Seem to have tagged quite a few categories on this bad boy, eh. Yeah well... don't go thinking loads of things are happening in me life, cos frankly they ain't.
But life does progress, however slowly, and I tag along. Yesterday and today I picked up a little slack when I decided I should model something that wasn't strictly connected with modelling apartments. But fortunately my mentors care little what I do, as long as it's 3D - relevant and good for practice. I decided to model a soda can, and I wanted to make it look really good and realistic, so I chose to try something new, altho something we'd be required to know later on; vray rendering for 3dsmax. So I modelled the can, which wasn't terribly hard, but still proposed a few hiccups. Adding material was tricky, but I managed, and the end result kan be viewed by clicking this link.

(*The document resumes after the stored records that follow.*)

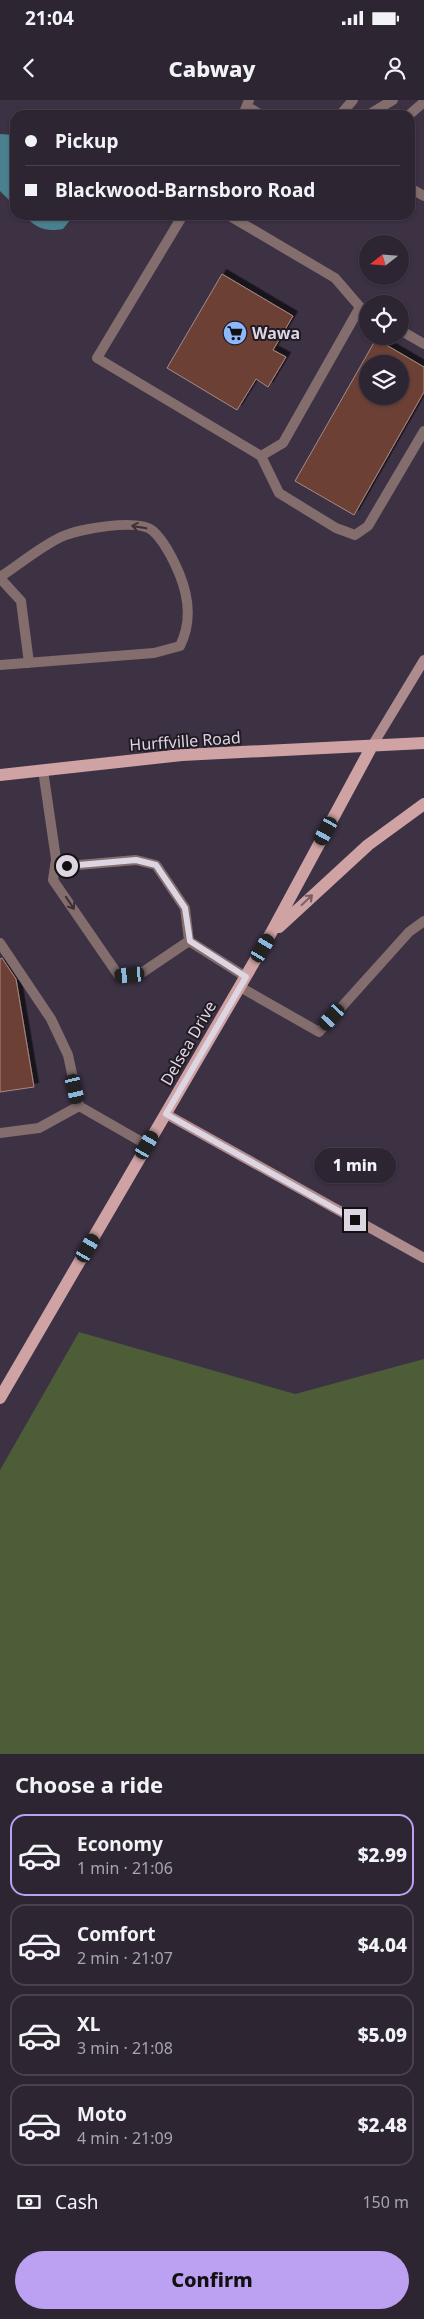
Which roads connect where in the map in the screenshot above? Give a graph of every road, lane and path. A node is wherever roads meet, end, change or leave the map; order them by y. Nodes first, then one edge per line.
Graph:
1 (354, 100) edge
2 (393, 100) edge
3 (345, 110) edge
4 (376, 110) edge
5 (180, 220) edge
6 (236, 220) edge
7 (359, 304) edge
8 (359, 318) edge
9 (409, 335) edge
10 (424, 344) edge
11 (424, 431) edge
12 (261, 456) junction
13 (0, 577) edge
14 (424, 660) edge
15 (28, 663) junction
16 (0, 665) edge
17 (424, 743) edge
18 (372, 746) junction
19 (43, 770) junction
20 (0, 775) edge
21 (424, 804) edge
22 (56, 860) junction
23 (424, 921) edge
24 (271, 933) junction
25 (190, 941) junction
26 (0, 943) edge
27 (243, 982) junction
28 (79, 1106) junction
29 (166, 1114) junction
30 (0, 1133) edge
31 (147, 1145) junction
32 (424, 1258) edge
33 (0, 1398) edge

1 - 3 lane
2 - 4 lane
5 - 12 lane
6 - 7 lane
8 - 12 lane
9 - 10 lane
11 - 12 lane
13 - 15 lane
15 -> 13 lane
14 - 18 main road
15 - 16 lane
17 - 18 main road
18 - 19 main road, Hurffville Road
18 - 24 main road, Delsea Drive
19 - 20 main road, Hurffville Road
19 - 22 lane
24 -> 21 main road
22 - 25 lane
22 -> 25 lane
23 - 27 lane
24 - 27 main road, Delsea Drive
25 - 27 lane
26 - 28 lane
27 - 29 main road, Delsea Drive
28 - 30 lane
28 - 31 lane
29 - 31 main road, Delsea Drive
29 - 32 main road
31 - 33 main road, Delsea Drive

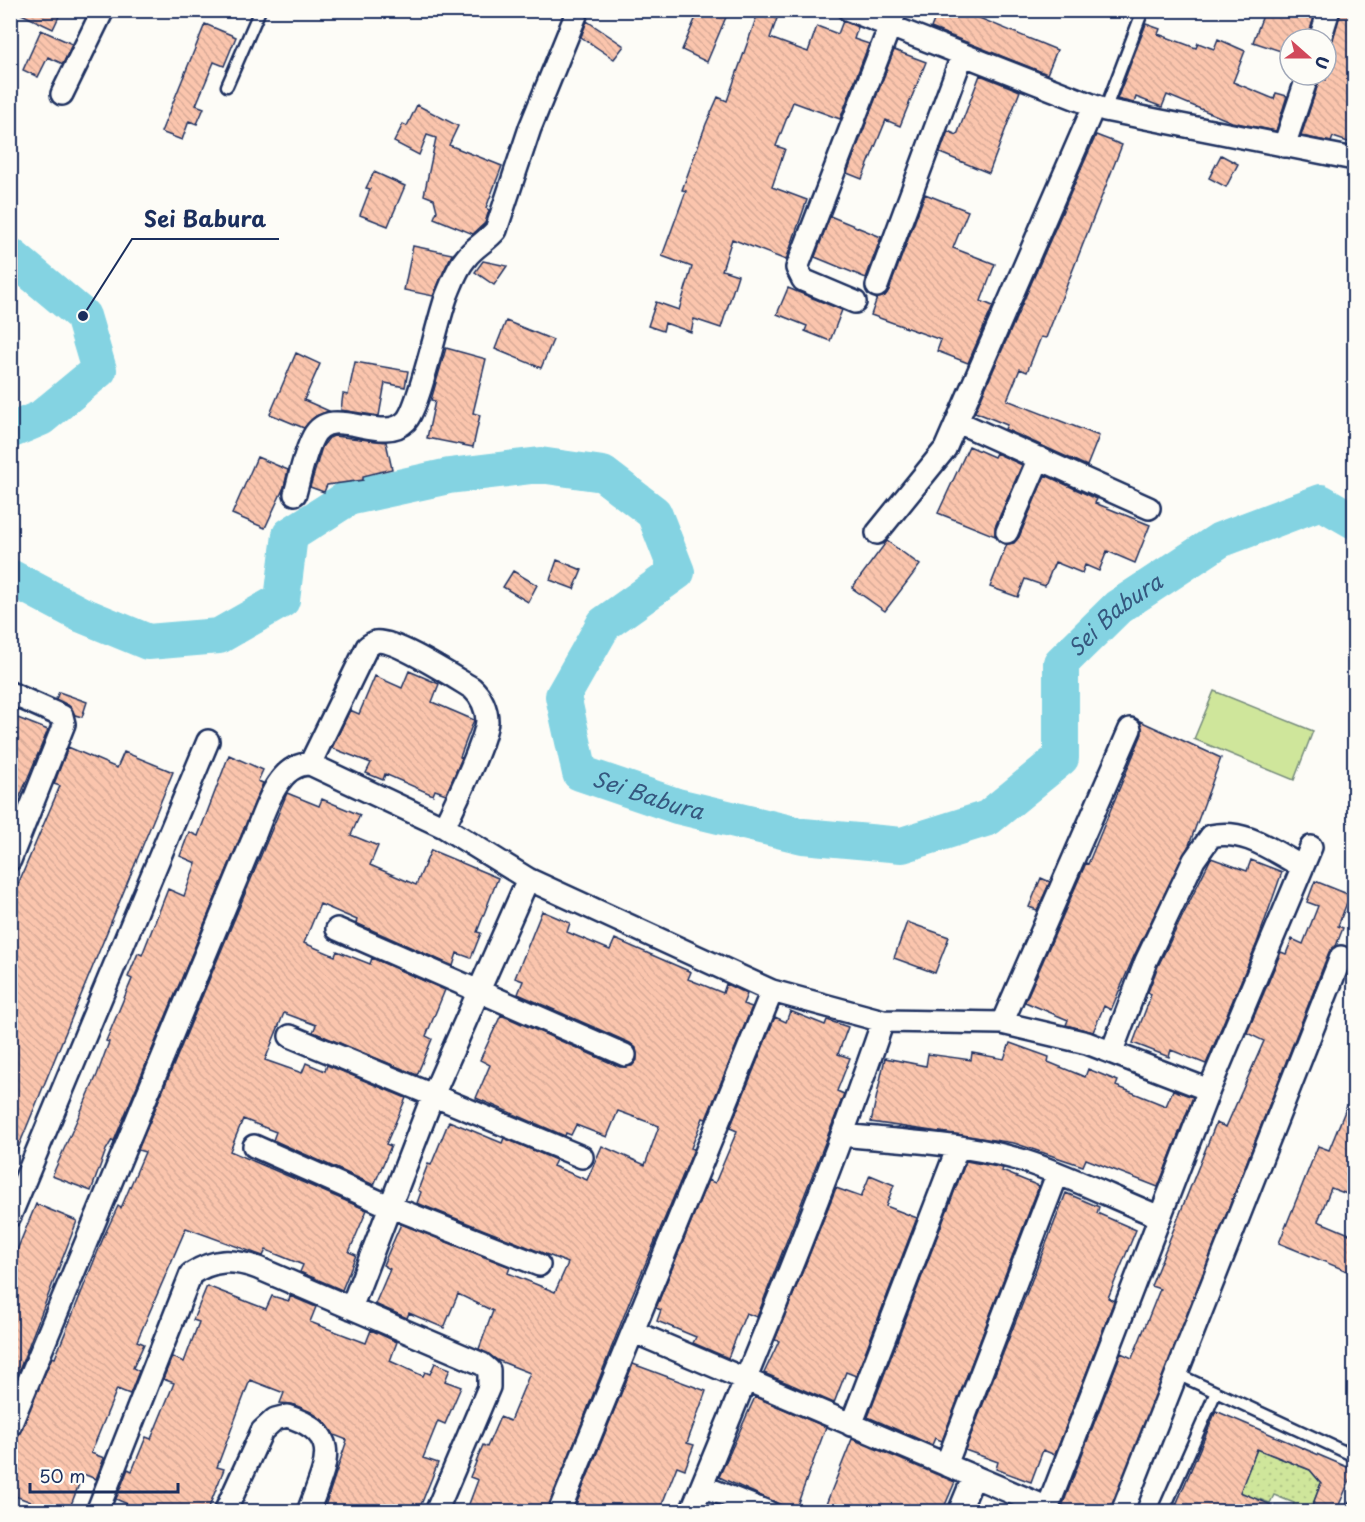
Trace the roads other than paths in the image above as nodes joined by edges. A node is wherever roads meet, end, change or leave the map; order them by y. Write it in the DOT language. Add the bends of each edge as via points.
graph roads {
  1 [pos="103,10"];
  2 [pos="260,10"];
  3 [pos="578,10"];
  4 [pos="849,10"];
  5 [pos="1143,10"];
  6 [pos="1329,10"];
  7 [pos="892,18"];
  8 [pos="1324,27"];
  9 [pos="962,56"];
  10 [pos="227,87"];
  11 [pos="1304,87"];
  12 [pos="62,94"];
  13 [pos="1100,108"];
  14 [pos="1284,146"];
  15 [pos="1354,159"];
  16 [pos="877,286"];
  17 [pos="855,302"];
  18 [pos="958,422"];
  19 [pos="1039,458"];
  20 [pos="295,494"];
  21 [pos="1149,508"];
  22 [pos="1007,532"];
  23 [pos="877,533"];
  24 [pos="10,693"];
  25 [pos="1130,729"];
  26 [pos="208,741"];
  27 [pos="310,764"];
  28 [pos="444,827"];
  29 [pos="16,831"];
  30 [pos="1311,847"];
  31 [pos="10,860"];
  32 [pos="1301,866"];
  33 [pos="528,879"];
  34 [pos="337,929"];
  35 [pos="1341,957"];
  36 [pos="772,991"];
  37 [pos="477,992"];
  38 [pos="883,1021"];
  39 [pos="1002,1023"];
  40 [pos="290,1036"];
  41 [pos="1112,1051"];
  42 [pos="625,1055"];
  43 [pos="1209,1090"];
  44 [pos="433,1095"];
  45 [pos="844,1135"];
  46 [pos="254,1146"];
  47 [pos="958,1147"];
  48 [pos="582,1157"];
  49 [pos="1057,1175"];
  50 [pos="389,1206"];
  51 [pos="10,1216"];
  52 [pos="1160,1217"];
  53 [pos="539,1265"];
  54 [pos="351,1308"];
  55 [pos="634,1332"];
  56 [pos="1174,1373"];
  57 [pos="747,1380"];
  58 [pos="1216,1392"];
  59 [pos="850,1425"];
  60 [pos="10,1426"];
  61 [pos="1354,1456"];
  62 [pos="946,1465"];
  63 [pos="974,1476"];
  64 [pos="702,1486"];
  65 [pos="1354,1506"];
  66 [pos="1047,1510"];
  67 [pos="97,1512"];
  68 [pos="225,1512"];
  69 [pos="308,1512"];
  70 [pos="436,1512"];
  71 [pos="559,1512"];
  72 [pos="691,1512"];
  73 [pos="768,1512"];
  74 [pos="958,1512"];
  75 [pos="1122,1512"];
  76 [pos="1164,1512"];
  77 [pos="1352,1512"];
  1 -- 12 [label="street"];
  2 -- 10 [label="lane"];
  3 -- 20 [label="street" via="530,128 496,230 467,257 447,295 407,419 394,428 342,423 321,428 313,436"];
  4 -- 7 [label="street"];
  5 -- 13 [label="lane"];
  6 -- 8 [label="street"];
  7 -- 9 [label="street"];
  7 -- 17 [label="street" via="797,268 803,280"];
  9 -- 13 [label="street"];
  9 -- 16 [label="street"];
  11 -- 14 [label="street"];
  13 -- 14 [label="street"];
  13 -- 18 [label="street"];
  14 -- 15 [label="street"];
  18 -- 19 [label="street"];
  18 -- 23 [label="street" via="934,466"];
  19 -- 21 [label="street"];
  19 -- 22 [label="street"];
  24 -- 29 [label="street" via="62,716 62,733"];
  25 -- 39 [label="street"];
  26 -- 51 [label="street"];
  27 -- 28 [label="street"];
  27 -- 28 [label="street" via="367,647 386,642 405,650 479,693 485,710 486,730"];
  27 -- 60 [label="street" via="301,764 280,778"];
  28 -- 33 [label="street"];
  29 -- 31 [label="street"];
  30 -- 32 [label="street"];
  32 -- 41 [label="street" via="1254,841 1225,833 1211,836 1194,860 1146,961"];
  32 -- 43 [label="street"];
  33 -- 36 [label="street"];
  33 -- 37 [label="street"];
  34 -- 37 [label="street"];
  35 -- 56 [label="street"];
  36 -- 38 [label="street"];
  36 -- 55 [label="street"];
  37 -- 42 [label="street"];
  37 -- 44 [label="street"];
  38 -- 39 [label="street"];
  38 -- 45 [label="street"];
  39 -- 41 [label="street"];
  40 -- 44 [label="street"];
  41 -- 43 [label="street"];
  43 -- 52 [label="street"];
  44 -- 48 [label="street"];
  44 -- 50 [label="street"];
  45 -- 47 [label="street"];
  45 -- 57 [label="street"];
  46 -- 50 [label="street"];
  47 -- 49 [label="street" via="1014,1159"];
  47 -- 59 [label="street"];
  49 -- 52 [label="street"];
  49 -- 62 [label="street"];
  50 -- 53 [label="street"];
  50 -- 54 [label="street"];
  52 -- 66 [label="street"];
  54 -- 67 [label="street" via="242,1263 223,1260 204,1265 191,1274"];
  54 -- 70 [label="street" via="489,1370 489,1387"];
  55 -- 57 [label="street"];
  55 -- 71 [label="street"];
  56 -- 58 [label="lane"];
  56 -- 75 [label="street"];
  57 -- 59 [label="street"];
  57 -- 64 [label="street"];
  58 -- 61 [label="lane"];
  58 -- 76 [label="lane"];
  59 -- 62 [label="street"];
  62 -- 63 [label="street"];
  63 -- 66 [label="street"];
  63 -- 74 [label="street"];
  64 -- 72 [label="street"];
  64 -- 73 [label="street"];
  65 -- 77 [label="lane"];
  68 -- 69 [label="street" via="262,1431 275,1419 287,1416 318,1431 328,1448"];
}
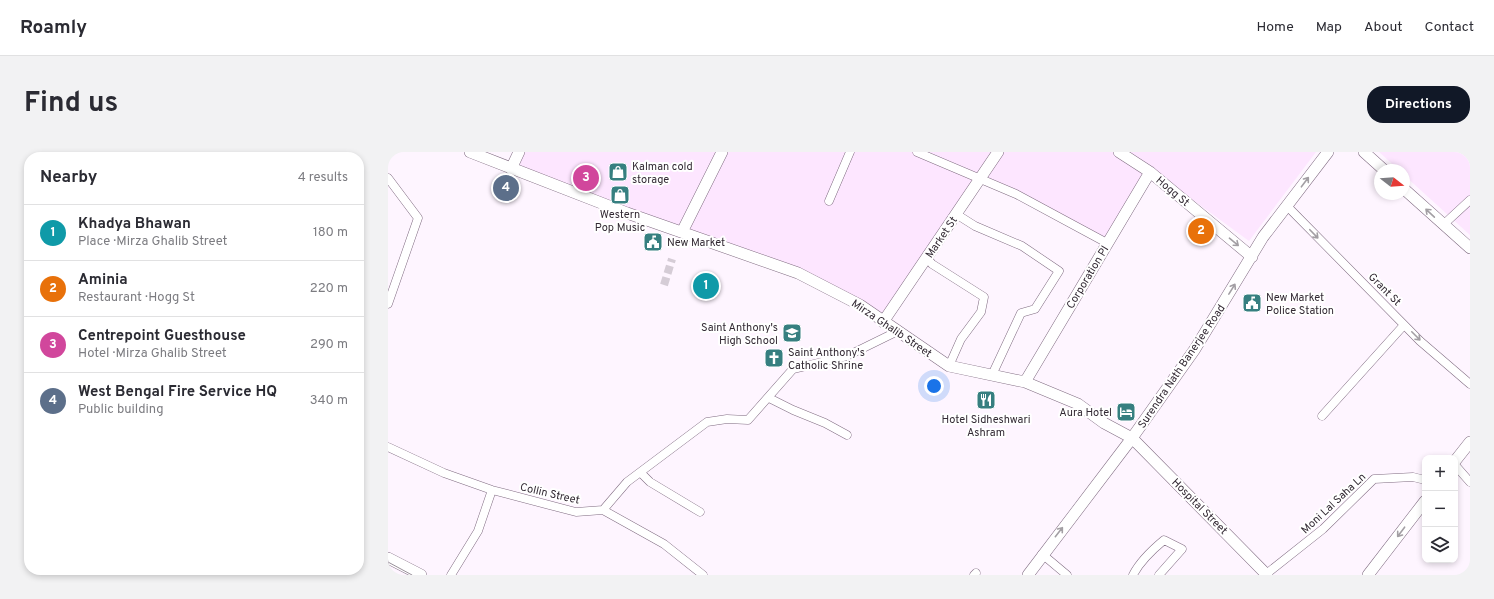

Besides this, most of my time is spend at home, messing with the server, listening to music and contemplating my life. Been listening to T. Rex - Children of the Revolution a lot lately. I dunno why, but the track just really touches something. It... Yeah I dunno, I guess it just sort of makes me think of the childhood I had... not that the lyrics makes any sense whatsoever. When I hear the song, I picture the 70s in my head, so that's not even relevant. It's just... it means something. Can't explain it.
The heat is pretty hardcore around these parts, and I'm sweating my ass off on a daily basis. It cooled off a bit today, during the evening, and they promised rain and thunder. Haven't seen any glitching yet tho, so perhaps it will be around come early morning. Would be nice to have the heat cleared up just a bit. Takes some of my concerns off my shoulders I guess. Bright side is, I've only got 3 shifts left at the hotel. One Friday, one next Thursday and one Fri. June 30th. Then that's it. No more hotel at night for me. Of course I'll have to figure out what to do instead. I might as well I guess, altho I'd fucking love not to work in the weekends. Frankly, I'm sick and tired of always having to go somewhere. And even then, it still seems like I never get anywhere. Funny how life is ironic like that.